Cessione dell’immobile: doppia condizione per la rettifica del corrispettivo
A seguito dell’introduzione della legge comunitaria n. 88 del 7 luglio 2009 l’amministrazione non può semplicemente invocare la sola divergenza tra valore dichiarato e valore normale per rettificare il corrispettivo di cessione di un immobile ai fini Iva ed Ires. Intanto la norma comunitaria ha abrogato retroattivamente il previgente Dl 223/2006, che consentiva tale facoltà. Poi, se pure l’amministrazione intendesse utilizzare il solo scostamento tra valore dichiarato e valore normale, deve comunque provare l’intento elusivo. Così la Cassazione n. 7024/2018 depositata ieri.
La società A, immobiliare in liquidazione, vende nel 2004 alla società B un immobile ad un corrispettivo di 1,450 milioni di euro, ma il 6 dicembre 2005 A lo riacquista da B per 1,5 milioni ed in pari data lo rivende ad una banca per 2,240 milioni.
L’amministrazione accerta la società B ai fini Iva ed Ires, perché non è sufficiente considerare la plusvalenza di 50mila euro (differenza fra il prezzo di vendita di 1 milione e 500mila euro ricavato nel 2005 ed il prezzo di acquisto di 1,450 milioni di euro del 2004) perché il corrispettivo della compravendita poi effettuata dalla società A alla banca nello stesso giorno fa presumere un “valore normale” della vendita di retrocessione ad A per 740mila euro in più (differenza tra il prezzo di vendita di 2,240 milioni da A alla banca e 1,5 milioni prezzo di vendita da B ad A).
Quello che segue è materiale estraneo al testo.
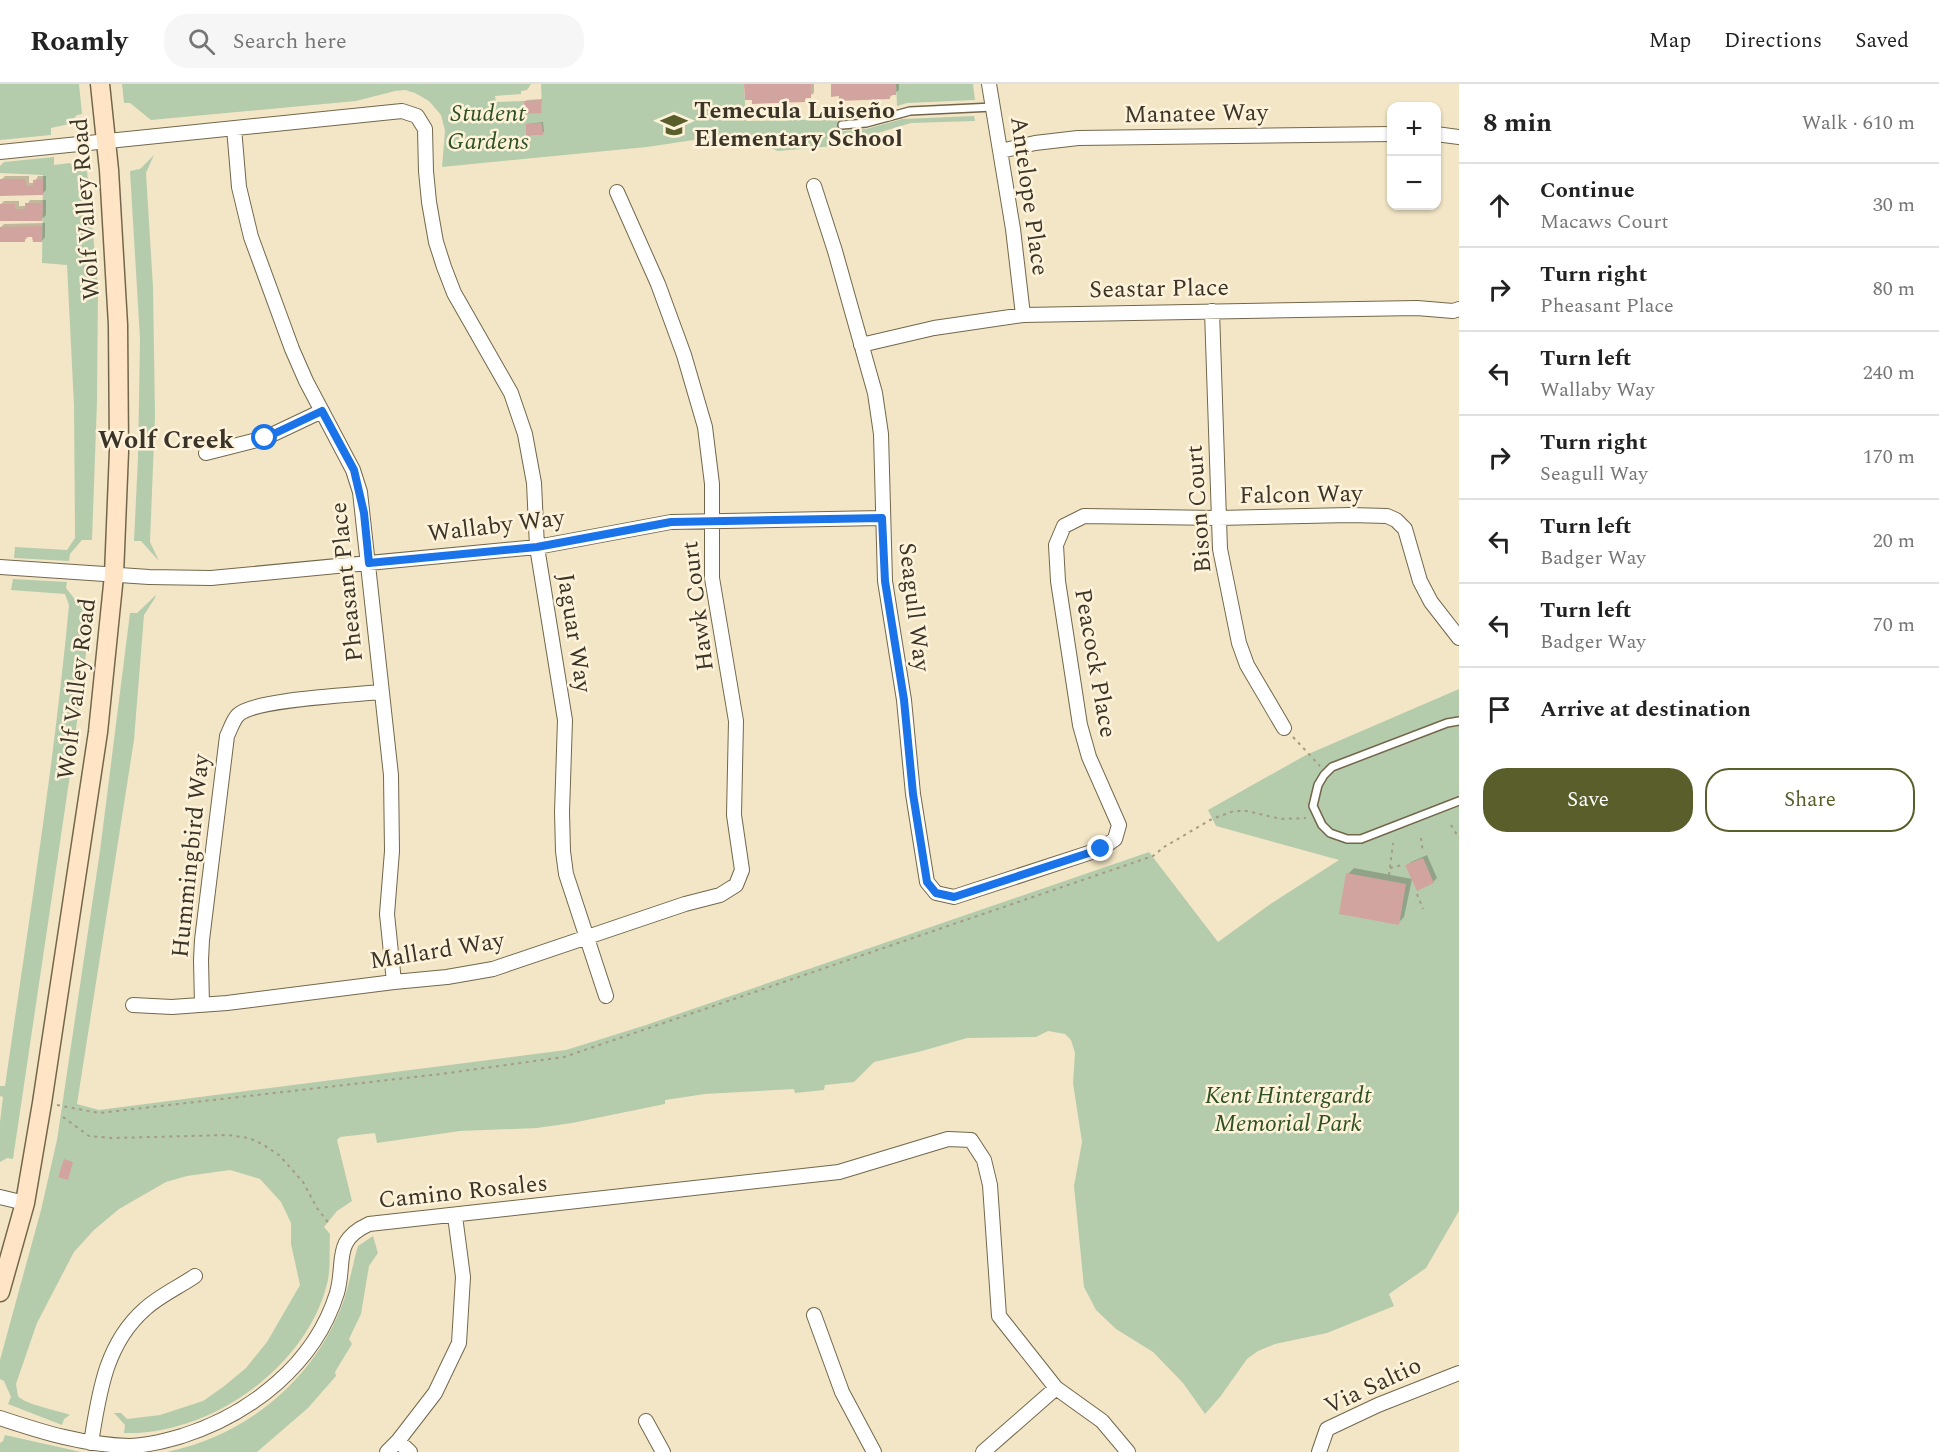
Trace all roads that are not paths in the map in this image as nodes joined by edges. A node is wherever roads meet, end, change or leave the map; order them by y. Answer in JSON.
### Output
{"nodes":[{"id":1,"x":100,"y":84,"type":"edge"},
{"id":2,"x":989,"y":84,"type":"edge"},
{"id":3,"x":993,"y":107,"type":"junction"},
{"id":4,"x":842,"y":125,"type":"dead end"},
{"id":5,"x":234,"y":128,"type":"junction"},
{"id":6,"x":1387,"y":134,"type":"edge"},
{"id":7,"x":1441,"y":134,"type":"edge"},
{"id":8,"x":1459,"y":136,"type":"edge"},
{"id":9,"x":106,"y":141,"type":"junction"},
{"id":10,"x":1001,"y":151,"type":"junction"},
{"id":11,"x":0,"y":152,"type":"edge"},
{"id":12,"x":814,"y":186,"type":"dead end"},
{"id":13,"x":616,"y":192,"type":"dead end"},
{"id":14,"x":1459,"y":309,"type":"edge"},
{"id":15,"x":1212,"y":311,"type":"junction"},
{"id":16,"x":1023,"y":315,"type":"junction"},
{"id":17,"x":861,"y":345,"type":"junction"},
{"id":18,"x":322,"y":411,"type":"junction"},
{"id":19,"x":206,"y":453,"type":"dead end"},
{"id":20,"x":882,"y":518,"type":"junction"},
{"id":21,"x":1218,"y":518,"type":"junction"},
{"id":22,"x":711,"y":521,"type":"junction"},
{"id":23,"x":1064,"y":526,"type":"joint"},
{"id":24,"x":537,"y":547,"type":"junction"},
{"id":25,"x":369,"y":563,"type":"junction"},
{"id":26,"x":0,"y":567,"type":"edge"},
{"id":27,"x":114,"y":575,"type":"junction"},
{"id":28,"x":1459,"y":638,"type":"edge"},
{"id":29,"x":381,"y":692,"type":"junction"},
{"id":30,"x":1459,"y":721,"type":"edge"},
{"id":31,"x":1284,"y":728,"type":"road end"},
{"id":32,"x":1459,"y":801,"type":"edge"},
{"id":33,"x":1115,"y":839,"type":"joint"},
{"id":34,"x":736,"y":885,"type":"joint"},
{"id":35,"x":586,"y":938,"type":"junction"},
{"id":36,"x":394,"y":982,"type":"junction"},
{"id":37,"x":606,"y":996,"type":"dead end"},
{"id":38,"x":133,"y":1005,"type":"dead end"},
{"id":39,"x":202,"y":1005,"type":"junction"},
{"id":40,"x":0,"y":1197,"type":"edge"},
{"id":41,"x":25,"y":1203,"type":"junction"},
{"id":42,"x":454,"y":1216,"type":"junction"},
{"id":43,"x":195,"y":1276,"type":"dead end"},
{"id":44,"x":0,"y":1292,"type":"edge"},
{"id":45,"x":814,"y":1315,"type":"dead end"},
{"id":46,"x":1459,"y":1373,"type":"edge"},
{"id":47,"x":1056,"y":1388,"type":"junction"},
{"id":48,"x":0,"y":1418,"type":"edge"},
{"id":49,"x":646,"y":1421,"type":"dead end"},
{"id":50,"x":398,"y":1441,"type":"junction"},
{"id":51,"x":91,"y":1443,"type":"junction"},
{"id":52,"x":387,"y":1452,"type":"edge"},
{"id":53,"x":410,"y":1452,"type":"edge"},
{"id":54,"x":663,"y":1452,"type":"edge"},
{"id":55,"x":874,"y":1452,"type":"edge"},
{"id":56,"x":983,"y":1452,"type":"edge"},
{"id":57,"x":1128,"y":1452,"type":"edge"},
{"id":58,"x":1319,"y":1452,"type":"edge"}],
"edges":[{"from":1,"to":9,"type":"main road","name":"Wolf Valley Road"},
{"from":2,"to":3,"type":"street","name":"Antelope Place"},
{"from":3,"to":4,"type":"lane"},
{"from":3,"to":10,"type":"street","name":"Antelope Place"},
{"from":5,"to":9,"type":"street"},
{"from":5,"to":18,"type":"street","name":"Pheasant Place"},
{"from":5,"to":24,"type":"street","name":"Jaguar Way"},
{"from":6,"to":10,"type":"street","name":"Manatee Way"},
{"from":7,"to":8,"type":"street"},
{"from":9,"to":11,"type":"street"},
{"from":9,"to":27,"type":"main road","name":"Wolf Valley Road"},
{"from":10,"to":16,"type":"street","name":"Antelope Place"},
{"from":12,"to":17,"type":"street","name":"Seagull Way"},
{"from":13,"to":22,"type":"street","name":"Hawk Court"},
{"from":14,"to":15,"type":"street","name":"Seastar Place"},
{"from":15,"to":16,"type":"street","name":"Seastar Place"},
{"from":15,"to":21,"type":"street","name":"Bison Court"},
{"from":16,"to":17,"type":"street","name":"Seastar Place"},
{"from":17,"to":20,"type":"street","name":"Seagull Way"},
{"from":18,"to":19,"type":"street"},
{"from":18,"to":25,"type":"street","name":"Pheasant Place"},
{"from":20,"to":22,"type":"street","name":"Wallaby Way"},
{"from":20,"to":33,"type":"street","name":"Seagull Way"},
{"from":21,"to":23,"type":"street","name":"Falcon Way"},
{"from":21,"to":28,"type":"street","name":"Falcon Way"},
{"from":21,"to":31,"type":"street","name":"Bison Court"},
{"from":22,"to":24,"type":"street","name":"Wallaby Way"},
{"from":22,"to":34,"type":"street","name":"Hawk Court"},
{"from":23,"to":33,"type":"street","name":"Peacock Place"},
{"from":24,"to":25,"type":"street","name":"Wallaby Way"},
{"from":24,"to":35,"type":"street","name":"Jaguar Way"},
{"from":25,"to":27,"type":"street","name":"Wallaby Way"},
{"from":25,"to":29,"type":"street","name":"Pheasant Place"},
{"from":26,"to":27,"type":"street","name":"Wallaby Way"},
{"from":27,"to":41,"type":"main road","name":"Wolf Valley Road"},
{"from":29,"to":36,"type":"street","name":"Pheasant Place"},
{"from":29,"to":39,"type":"street","name":"Hummingbird Way"},
{"from":30,"to":32,"type":"lane"},
{"from":34,"to":35,"type":"street","name":"Mallard Way"},
{"from":35,"to":36,"type":"street","name":"Mallard Way"},
{"from":35,"to":37,"type":"street","name":"Jaguar Way"},
{"from":36,"to":39,"type":"street","name":"Mallard Way"},
{"from":38,"to":39,"type":"street","name":"Mallard Way"},
{"from":40,"to":41,"type":"street"},
{"from":41,"to":44,"type":"main road","name":"Wolf Valley Road"},
{"from":42,"to":47,"type":"street","name":"Camino Rosales"},
{"from":42,"to":50,"type":"street"},
{"from":42,"to":51,"type":"street","name":"Camino Rosales"},
{"from":43,"to":51,"type":"street"},
{"from":45,"to":55,"type":"street"},
{"from":46,"to":58,"type":"street","name":"Via Saltio"},
{"from":47,"to":56,"type":"street"},
{"from":47,"to":57,"type":"street"},
{"from":48,"to":51,"type":"street","name":"Camino Rosales"},
{"from":49,"to":54,"type":"street"},
{"from":50,"to":52,"type":"street"},
{"from":50,"to":53,"type":"street"}]}
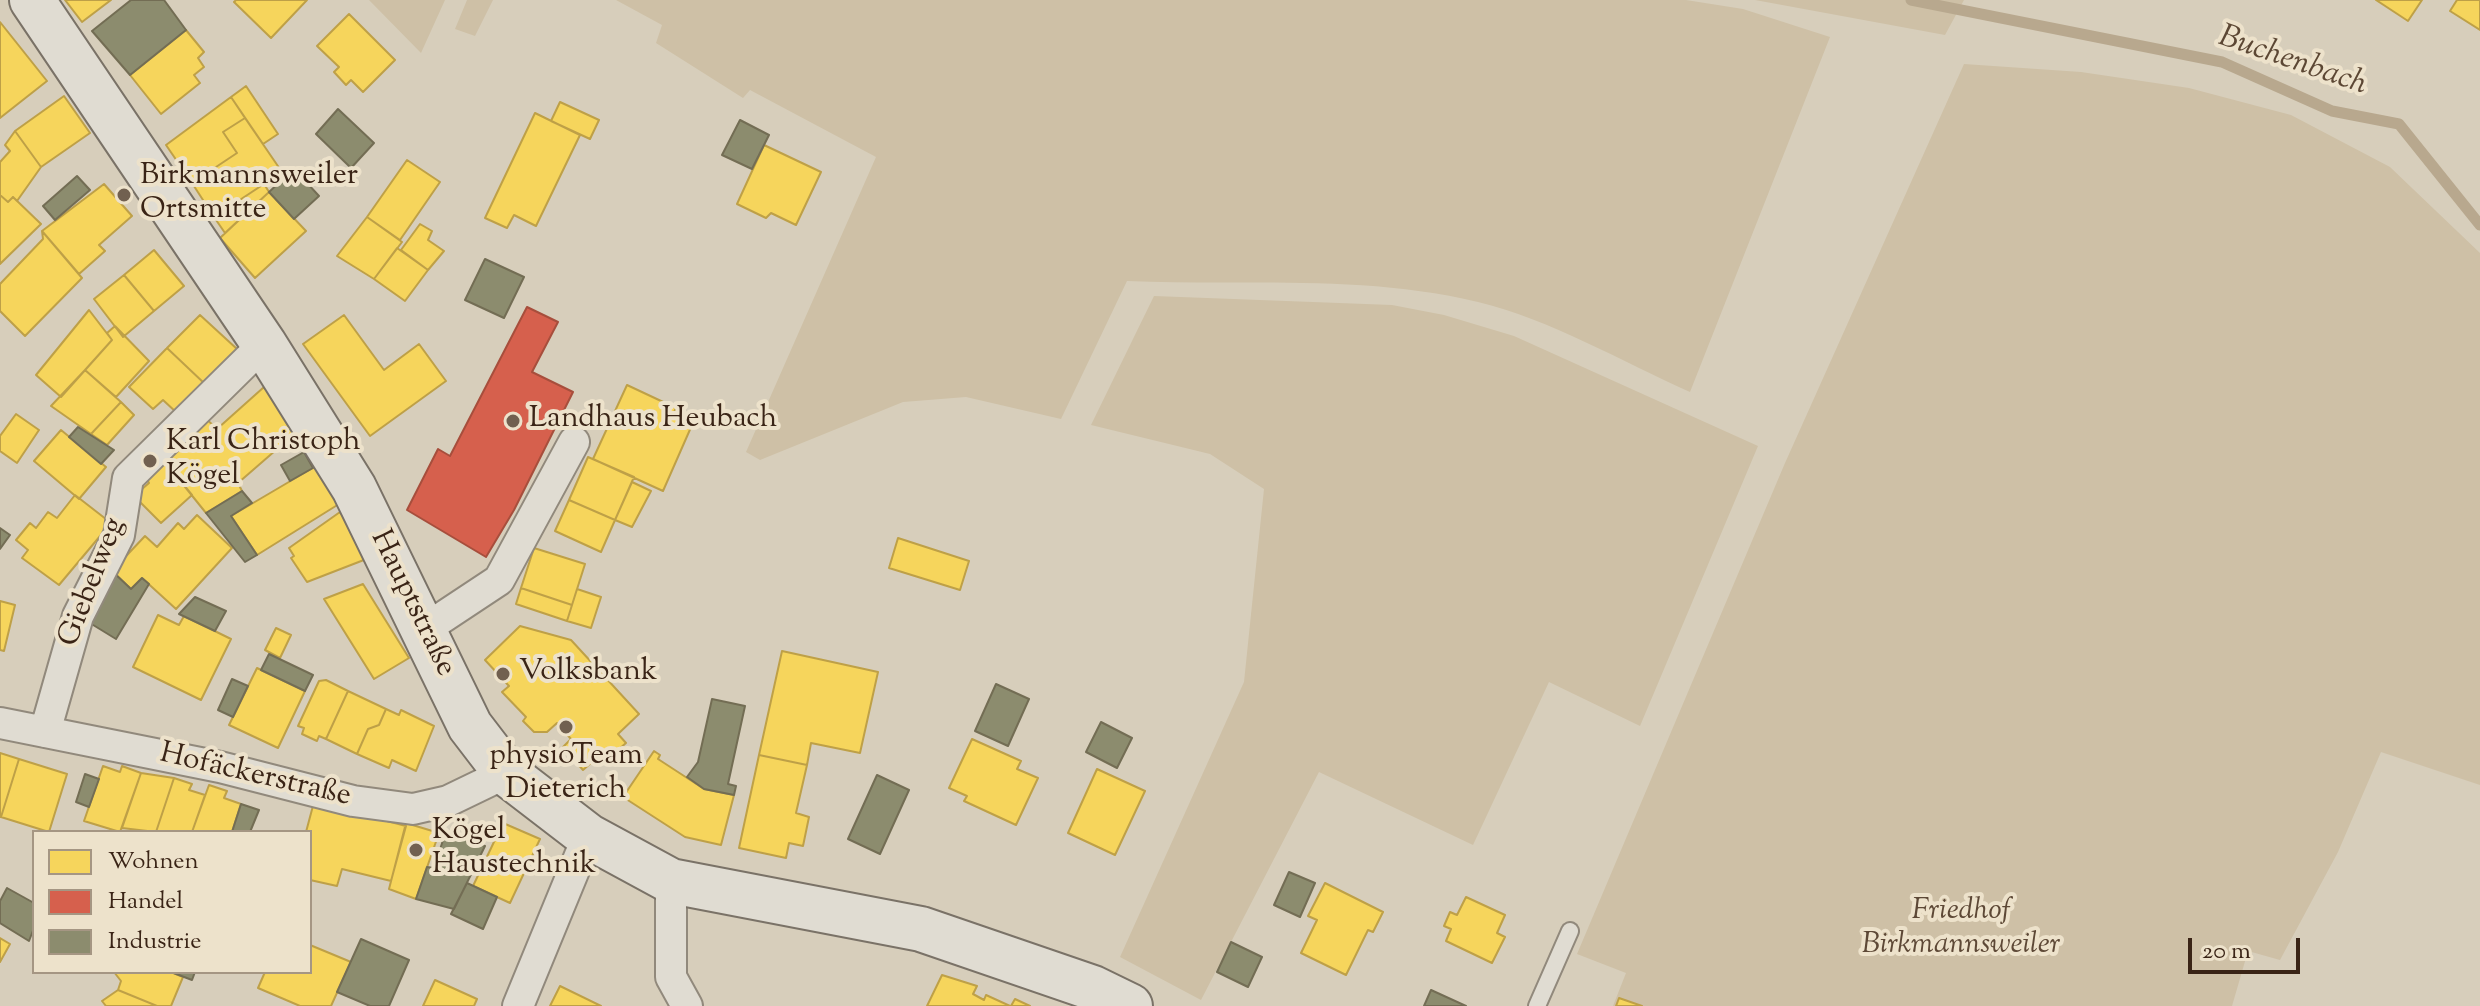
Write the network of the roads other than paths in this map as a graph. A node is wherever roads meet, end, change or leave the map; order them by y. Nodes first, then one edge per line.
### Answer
1 (32, 0) edge
2 (264, 344) junction
3 (574, 442) dead end
4 (425, 629) junction
5 (0, 723) edge
6 (45, 732) junction
7 (506, 773) junction
8 (588, 836) junction
9 (671, 881) junction
10 (1570, 931) dead end
11 (518, 1006) edge
12 (687, 1006) edge
13 (1130, 1006) edge
14 (1537, 1006) edge

1 - 2 street, Hauptstraße
2 - 4 street, Hauptstraße
2 - 6 street, Giebelweg
3 - 4 street
4 - 7 street, Hauptstraße
5 - 6 street, Hofäckerstraße
6 - 7 street, Hofäckerstraße
7 - 8 street, Hauptstraße
8 - 9 street, Hauptstraße
8 - 11 street
9 - 12 street
9 - 13 street, Hauptstraße
10 - 14 lane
La società B ricorre. La rettifica ai fini Iva ed Ires del valore indicato nell’atto di compravendita in base al “valore normale” è illegittima: a) A ha pagato nel 2005 un prezzo maggiore rispetto a quello previsto dalle tariffe catastali rivalutate; b) Non è stato posto in essere alcun artificio per eludere l’imposta in quanto, nonostante il valore dichiarato di 1 milione e 500mila euro, il corrispettivo doveva ancora in parte essere pagato e la vendita di retrocessione è avvenuta per evitare una causa civile dall’immobiliare. L’amministrazione resiste: a) Il “valore normale” della seconda vendita non può che essere quello della terza vendita in quanto notevolmente superiore; b) L’operazione posta in essere presenta profili di elusività poiché manifestamente antieconomica.
Il giudizio di fronte al giudice di merito è altalenante. A favore della contribuente in primo grado e dell’amministrazione in secondo grado. Da qui il ricorso di legittimità e qui la Corte cassa con rinvio la sentenza della Ctr per i seguenti motivi:
•a seguito dell’approvazione della legge comunitaria n. 88 del 7 luglio 2009 l’amministrazione non può più rettificare il valore delle compravendite immobiliari in base al “valore normale”, perché tale legge ha abrogato retroattivamente la norma previgente, il Dl 223/2006, che consentiva all’Amministrazione la rettifica ai fini Iva della base imponibile della cessione di fabbricati nel caso in cui risultasse inferiore al “valore normale” presunto;
•non può essere mai considerato quale “valore normale” dell’immobile quello registrato attraverso vendite successive alla prima in assenza di prova di elusività dell’operazione, perché, se il prezzo della prima vendita non viene in parte pagato dall’acquirente, la vendita di retrocessione all’originaria venditrice potrebbe anche essere dovuto alla volontà comune di evitare una causa civile e di procedere celermente all’individuazione di un nuovo acquirente.